**Exercise objective**
From the first entry to the last, repeat them all exactly.

**Data in this exercise**
※

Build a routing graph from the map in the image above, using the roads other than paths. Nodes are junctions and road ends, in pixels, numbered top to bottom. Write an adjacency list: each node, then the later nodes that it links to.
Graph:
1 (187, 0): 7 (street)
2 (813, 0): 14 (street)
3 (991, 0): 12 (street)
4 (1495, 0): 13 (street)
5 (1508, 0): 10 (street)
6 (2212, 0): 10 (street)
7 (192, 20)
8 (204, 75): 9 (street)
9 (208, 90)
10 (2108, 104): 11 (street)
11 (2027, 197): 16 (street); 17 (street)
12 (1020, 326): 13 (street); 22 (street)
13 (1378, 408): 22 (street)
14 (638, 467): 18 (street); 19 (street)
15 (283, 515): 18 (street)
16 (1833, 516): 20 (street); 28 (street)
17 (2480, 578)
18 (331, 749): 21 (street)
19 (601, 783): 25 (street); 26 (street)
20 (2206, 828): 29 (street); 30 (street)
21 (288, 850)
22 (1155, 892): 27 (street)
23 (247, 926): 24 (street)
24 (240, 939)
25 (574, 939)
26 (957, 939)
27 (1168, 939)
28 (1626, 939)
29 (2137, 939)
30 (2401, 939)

※

**Answer for the task**
Build a routing graph from the map in the image above, using the roads other than paths. Nodes are junctions and road ends, in pixels, numbered top to bottom. Write an adjacency list: each node, then the later nodes that it links to.
Graph:
1 (187, 0): 7 (street)
2 (813, 0): 14 (street)
3 (991, 0): 12 (street)
4 (1495, 0): 13 (street)
5 (1508, 0): 10 (street)
6 (2212, 0): 10 (street)
7 (192, 20)
8 (204, 75): 9 (street)
9 (208, 90)
10 (2108, 104): 11 (street)
11 (2027, 197): 16 (street); 17 (street)
12 (1020, 326): 13 (street); 22 (street)
13 (1378, 408): 22 (street)
14 (638, 467): 18 (street); 19 (street)
15 (283, 515): 18 (street)
16 (1833, 516): 20 (street); 28 (street)
17 (2480, 578)
18 (331, 749): 21 (street)
19 (601, 783): 25 (street); 26 (street)
20 (2206, 828): 29 (street); 30 (street)
21 (288, 850)
22 (1155, 892): 27 (street)
23 (247, 926): 24 (street)
24 (240, 939)
25 (574, 939)
26 (957, 939)
27 (1168, 939)
28 (1626, 939)
29 (2137, 939)
30 (2401, 939)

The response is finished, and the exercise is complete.